Le E-commerce n'a pas encore bien commencé en Algérie

Le Conseil des ministres a adopté, en octobre dernier, le projet de loi relatif au commerce électronique. Ce n’est qu’aujourd’hui que certaines dispositions de ce texte ont été rendues publiques. A cet effet, la loi définit explicitement certaines transactions qui sont interdites sur la toile.

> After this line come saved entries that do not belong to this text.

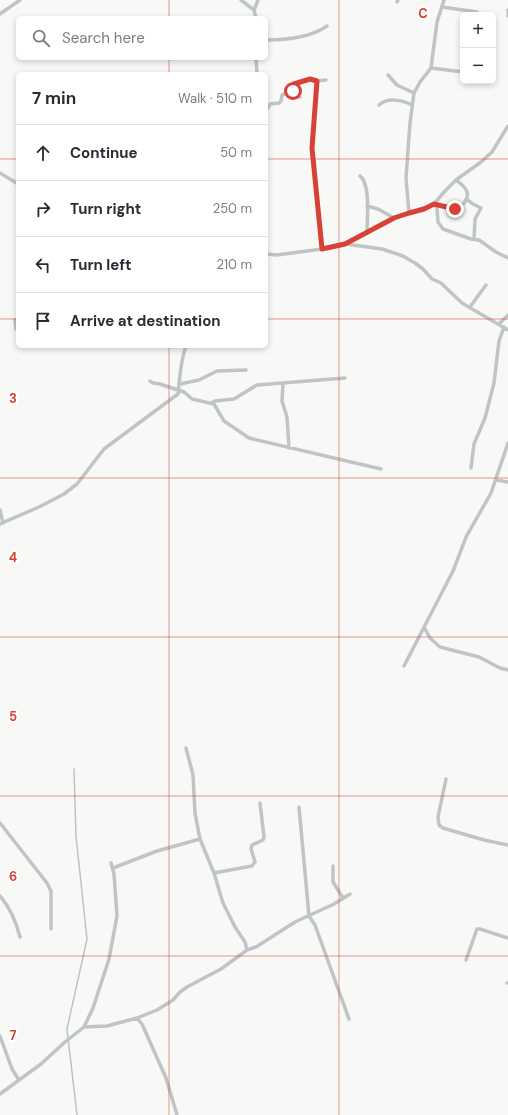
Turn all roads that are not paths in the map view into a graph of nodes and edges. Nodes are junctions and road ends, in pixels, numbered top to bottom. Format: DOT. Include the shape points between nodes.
graph roads {
  1 [pos="20,0"];
  2 [pos="241,0"];
  3 [pos="258,0"];
  4 [pos="444,0"];
  5 [pos="442,7"];
  6 [pos="254,10"];
  7 [pos="508,10"];
  8 [pos="477,12"];
  9 [pos="0,14"];
  10 [pos="256,16"];
  11 [pos="508,16"];
  12 [pos="327,26"];
  13 [pos="268,40"];
  14 [pos="256,60"];
  15 [pos="431,68"];
  16 [pos="257,72"];
  17 [pos="460,72"];
  18 [pos="388,75"];
  19 [pos="326,80"];
  20 [pos="317,81"];
  21 [pos="291,93"];
  22 [pos="414,93"];
  23 [pos="300,97"];
  24 [pos="379,105"];
  25 [pos="412,105"];
  26 [pos="268,108"];
  27 [pos="508,126"];
  28 [pos="1,174"];
  29 [pos="360,176"];
  30 [pos="0,179"];
  31 [pos="456,180"];
  32 [pos="16,183"];
  33 [pos="466,199"];
  34 [pos="434,204"];
  35 [pos="367,206"];
  36 [pos="409,213"];
  37 [pos="394,218"];
  38 [pos="367,233"];
  39 [pos="474,239"];
  40 [pos="345,244"];
  41 [pos="322,249"];
  42 [pos="268,254"];
  43 [pos="508,258"];
  44 [pos="486,285"];
  45 [pos="470,307"];
  46 [pos="508,315"];
  47 [pos="16,320"];
  48 [pos="499,324"];
  49 [pos="504,327"];
  50 [pos="16,329"];
  51 [pos="508,330"];
  52 [pos="185,348"];
  53 [pos="246,370"];
  54 [pos="345,378"];
  55 [pos="150,381"];
  56 [pos="283,383"];
  57 [pos="180,384"];
  58 [pos="179,391"];
  59 [pos="211,403"];
  60 [pos="508,443"];
  61 [pos="289,448"];
  62 [pos="472,468"];
  63 [pos="381,469"];
  64 [pos="496,480"];
  65 [pos="508,482"];
  66 [pos="0,510"];
  67 [pos="2,523"];
  68 [pos="424,627"];
  69 [pos="404,666"];
  70 [pos="508,670"];
  71 [pos="186,748"];
  72 [pos="446,780"];
  73 [pos="260,803"];
  74 [pos="299,807"];
  75 [pos="0,823"];
  76 [pos="200,839"];
  77 [pos="508,845"];
  78 [pos="111,863"];
  79 [pos="333,866"];
  80 [pos="113,868"];
  81 [pos="214,873"];
  82 [pos="350,894"];
  83 [pos="0,896"];
  84 [pos="343,898"];
  85 [pos="309,916"];
  86 [pos="51,929"];
  87 [pos="20,937"];
  88 [pos="508,938"];
  89 [pos="247,950"];
  90 [pos="466,960"];
  91 [pos="137,1018"];
  92 [pos="349,1019"];
  93 [pos="84,1027"];
  94 [pos="0,1038"];
  95 [pos="19,1080"];
  96 [pos="0,1094"];
  97 [pos="177,1115"];
  1 -- 9 [label="street"];
  2 -- 6 [label="street"];
  3 -- 6 [label="street"];
  4 -- 5 [label="street"];
  5 -- 8 [label="street"];
  5 -- 15 [label="street" via="437,22"];
  6 -- 10 [label="street"];
  7 -- 11 [label="street"];
  12 -- 13 [label="street" via="302,37"];
  14 -- 16 [label="street"];
  15 -- 17 [label="street"];
  15 -- 22 [label="street"];
  18 -- 22 [label="street" via="397,86"];
  19 -- 20 [label="street"];
  20 -- 21 [label="street" via="310,79 294,84"];
  20 -- 41 [label="street" via="312,148"];
  21 -- 23 [label="street"];
  21 -- 26 [label="street" via="282,95 279,103 270,104"];
  22 -- 25 [label="street"];
  24 -- 25 [label="street" via="392,100"];
  25 -- 36 [label="street" via="406,178"];
  27 -- 31 [label="street" via="492,152"];
  28 -- 30 [label="street"];
  28 -- 32 [label="street"];
  29 -- 35 [label="street" via="365,184"];
  31 -- 33 [label="street" via="467,191"];
  31 -- 34 [label="street"];
  33 -- 34 [label="street" via="455,209"];
  33 -- 39 [label="street" via="482,208 475,219"];
  34 -- 36 [label="street"];
  34 -- 39 [label="street" via="438,222 443,229"];
  35 -- 37 [label="street"];
  35 -- 38 [label="street"];
  36 -- 37 [label="street"];
  37 -- 38 [label="street"];
  38 -- 40 [label="street"];
  39 -- 43 [label="street"];
  40 -- 41 [label="street"];
  40 -- 45 [label="street" via="382,249 403,256 423,269 432,279 442,283 462,303"];
  41 -- 42 [label="street"];
  44 -- 45 [label="street"];
  45 -- 48 [label="street"];
  46 -- 48 [label="street"];
  47 -- 50 [label="street"];
  48 -- 49 [label="street"];
  49 -- 51 [label="street"];
  49 -- 62 [label="street" via="499,341 494,383 485,418 474,444"];
  52 -- 57 [label="street" via="181,361"];
  53 -- 57 [label="street" via="217,372 195,382"];
  54 -- 56 [label="street"];
  55 -- 58 [label="street"];
  56 -- 59 [label="street" via="257,385 234,399 215,400"];
  56 -- 61 [label="street" via="282,401 287,417"];
  57 -- 58 [label="street"];
  58 -- 59 [label="street" via="192,399"];
  58 -- 67 [label="street" via="173,399 104,449 77,484 64,494"];
  59 -- 61 [label="street" via="224,421 249,438"];
  60 -- 64 [label="street"];
  61 -- 63 [label="street"];
  64 -- 65 [label="street"];
  64 -- 68 [label="street"];
  66 -- 67 [label="street"];
  68 -- 69 [label="street"];
  68 -- 70 [label="street" via="430,638 440,646 479,657"];
  71 -- 76 [label="street" via="193,775 195,813"];
  72 -- 77 [label="street" via="438,817 439,824 443,828"];
  73 -- 81 [label="street" via="264,837 252,845 255,862 252,866"];
  74 -- 85 [label="street"];
  75 -- 86 [label="street" via="51,891"];
  76 -- 80 [label="street" via="157,851"];
  76 -- 81 [label="street"];
  78 -- 80 [label="street"];
  79 -- 84 [label="street" via="333,882"];
  80 -- 93 [label="street" via="117,916 109,959"];
  81 -- 89 [label="street" via="224,903"];
  82 -- 84 [label="street"];
  83 -- 87 [label="street" via="15,919"];
  84 -- 85 [label="street"];
  85 -- 89 [label="street" via="272,936 266,942"];
  85 -- 92 [label="street" via="315,925"];
  88 -- 90 [label="street" via="477,929"];
  89 -- 91 [label="street" via="221,969 187,987 163,1007"];
  91 -- 93 [label="street" via="107,1026"];
  91 -- 97 [label="street" via="166,1078"];
  93 -- 95 [label="street"];
  94 -- 95 [label="street"];
  95 -- 96 [label="street"];
}
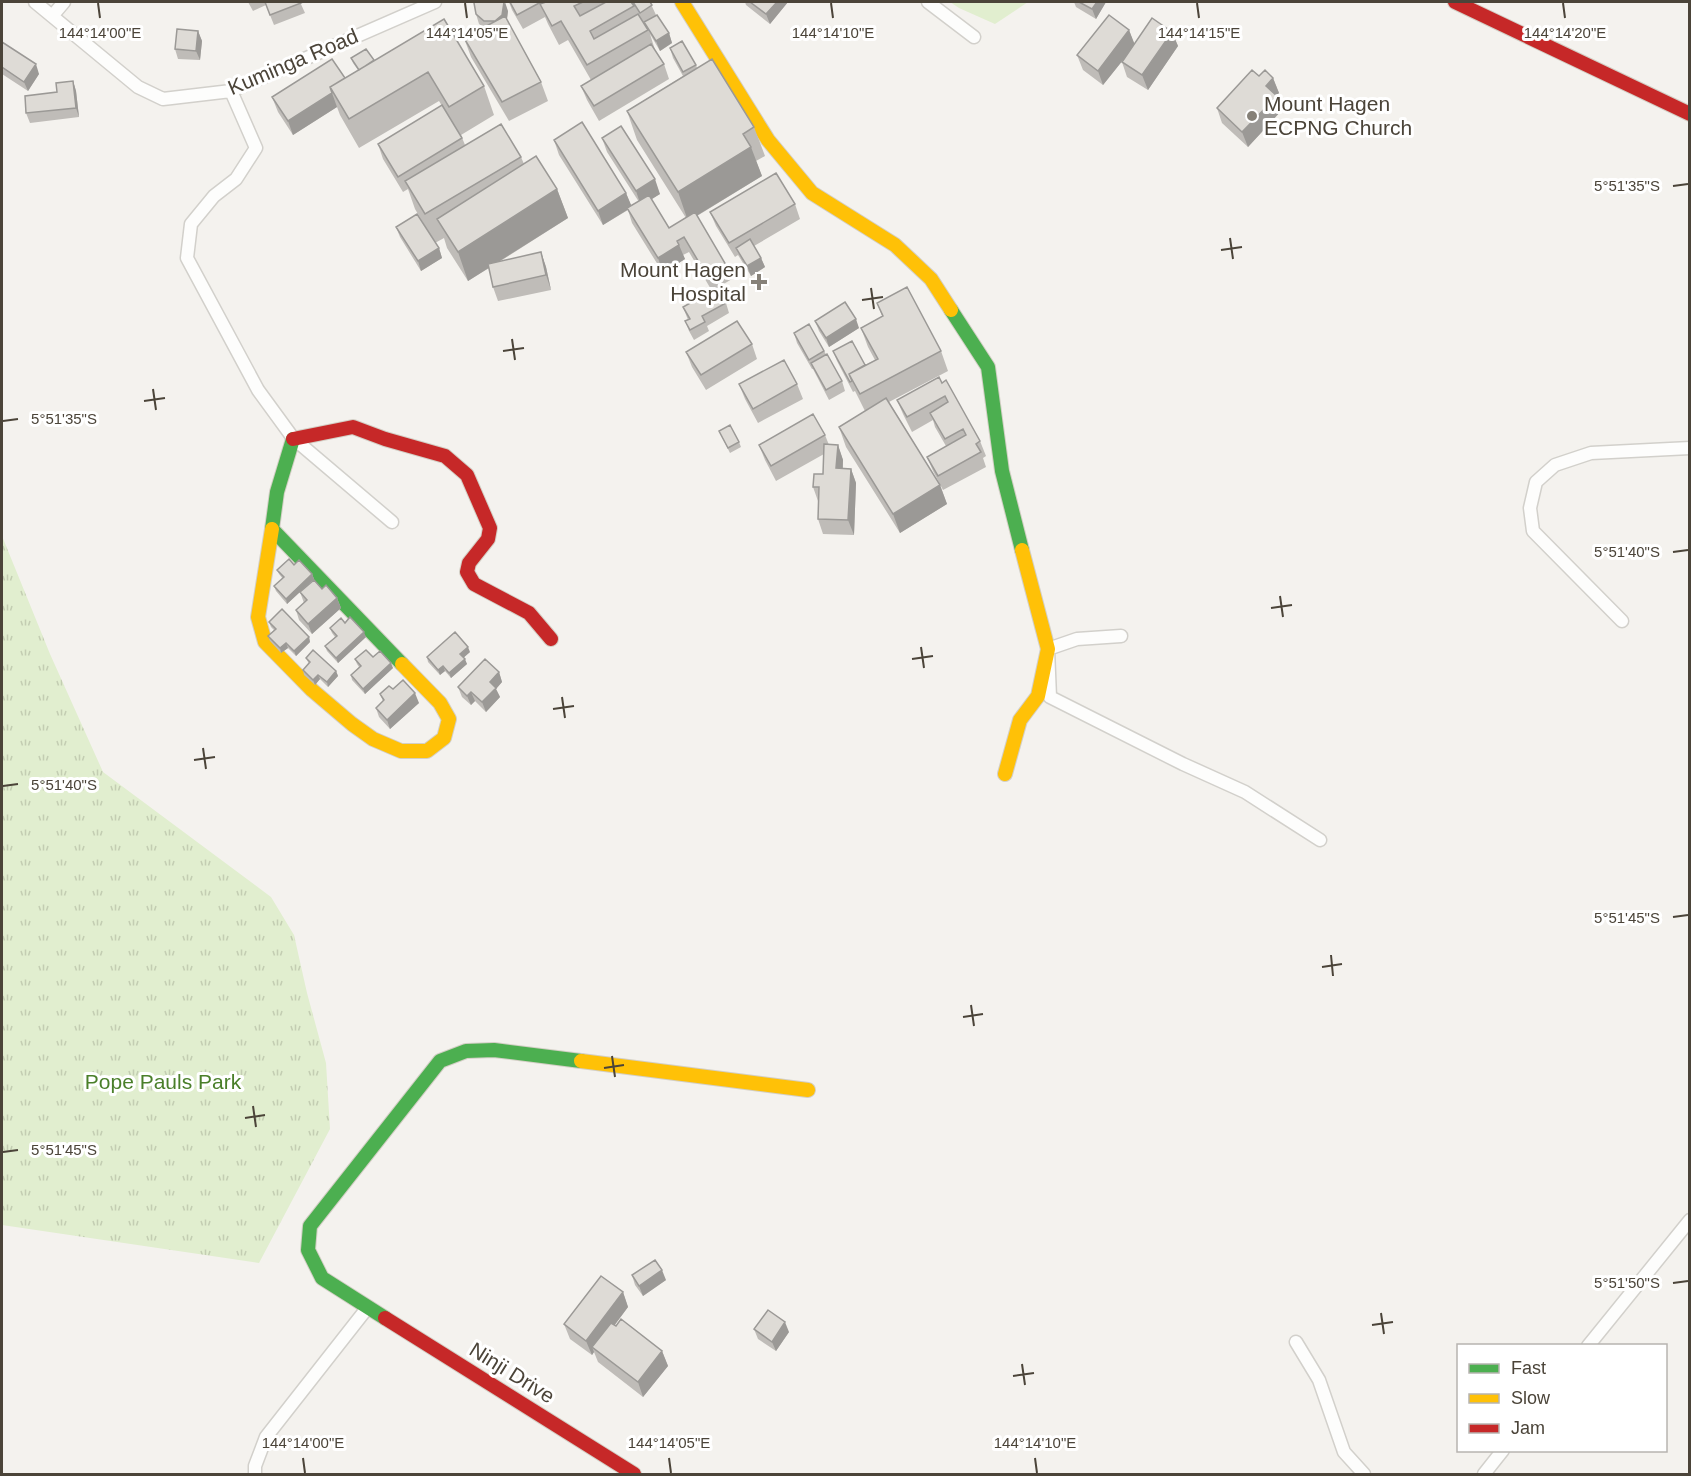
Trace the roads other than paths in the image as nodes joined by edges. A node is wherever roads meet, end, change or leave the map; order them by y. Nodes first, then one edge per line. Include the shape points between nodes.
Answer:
1 (36, 2) edge
2 (64, 2) edge
3 (435, 2) edge
4 (682, 2) edge
5 (928, 2) edge
6 (1455, 2) edge
7 (53, 15) junction
8 (974, 37) dead end
9 (231, 91) junction
10 (1689, 114) edge
11 (293, 438) junction
12 (1689, 448) edge
13 (392, 522) dead end
14 (272, 529) junction
15 (1622, 621) dead end
16 (1122, 636) dead end
17 (551, 639) dead end
18 (1048, 649) junction
19 (1005, 774) dead end
20 (1320, 840) dead end
21 (808, 1090) dead end
22 (1689, 1220) edge
23 (368, 1307) junction
24 (1296, 1342) dead end
25 (1590, 1344) edge
26 (1501, 1452) edge
27 (255, 1474) edge
28 (634, 1474) edge
29 (1364, 1474) edge
30 (1484, 1474) edge

1 - 7 street, Kuminga Road
2 - 7 street
3 - 9 street, Kuminga Road
4 - 18 street via 768,140 812,193 895,245 931,279 988,368 1002,471
5 - 8 street
6 - 10 street
7 - 9 street, Kuminga Road via 138,87 163,99
9 - 11 street via 256,148 236,178 214,196 191,224 187,258 258,390
11 - 13 street
11 - 14 street via 277,492
11 - 17 street via 353,427 444,456 467,475 490,528 488,539 469,563 467,573 474,584 529,613
12 - 15 street via 1591,453 1555,465 1536,482 1530,508 1533,531
14 - 14 street via 440,703 449,719 444,738 427,751 401,751 373,739 312,690 265,642 258,617
16 - 18 street via 1077,639
18 - 19 street via 1038,696 1020,720
18 - 20 street via 1050,697 1245,792
21 - 23 street, Ninji Drive via 494,1050 466,1051 440,1060 310,1226 308,1250 322,1278
22 - 25 street
23 - 27 street via 266,1437
23 - 28 street, Ninji Drive
24 - 29 street via 1319,1380 1344,1452
26 - 30 street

Il s’agit de celles relatives aux «jeux de hasard, paris et loteries, les boissons alcoolisées et tabacs et les produits pharmaceutiques». On y trouve également les «produits portant atteinte aux droits de propriété intellectuelle, industrielle ou commerciale» et bien évidemment «tout bien ou service prohibé par la législation en vigueur ou soumis à l’établissement d’un acte authentique» ainsi que les «matériels, équipements et produits sensibles définis par la réglementation en vigueur et tout autre produit ou service pouvant porter atteinte aux intérêts de la défense nationale, à l’ordre public et à la sécurité publique».

Pour l’instant, les autorités n’ont pas donné plus de détails, notamment pour ce qui est des motifs d’interdiction de certaines de ces transactions, notamment celles concernant des produits vendus légalement en Algérie.

A noter que l’achat et la vente sur Internet, d’après ce texte, «est dispensée des formalités de contrôle du commerce extérieur et des changes lorsque sa valeur n’excède pas l’équivalent en dinar de la limite fixée par la législation en vigueur».

Cette limite n’a pas encore été définie. Par ailleurs, pour qu’un Algérien puisse vendre sur le net, il doit obligatoirement disposer d’un registre de commerce et d’un site web hébergé en Algérie.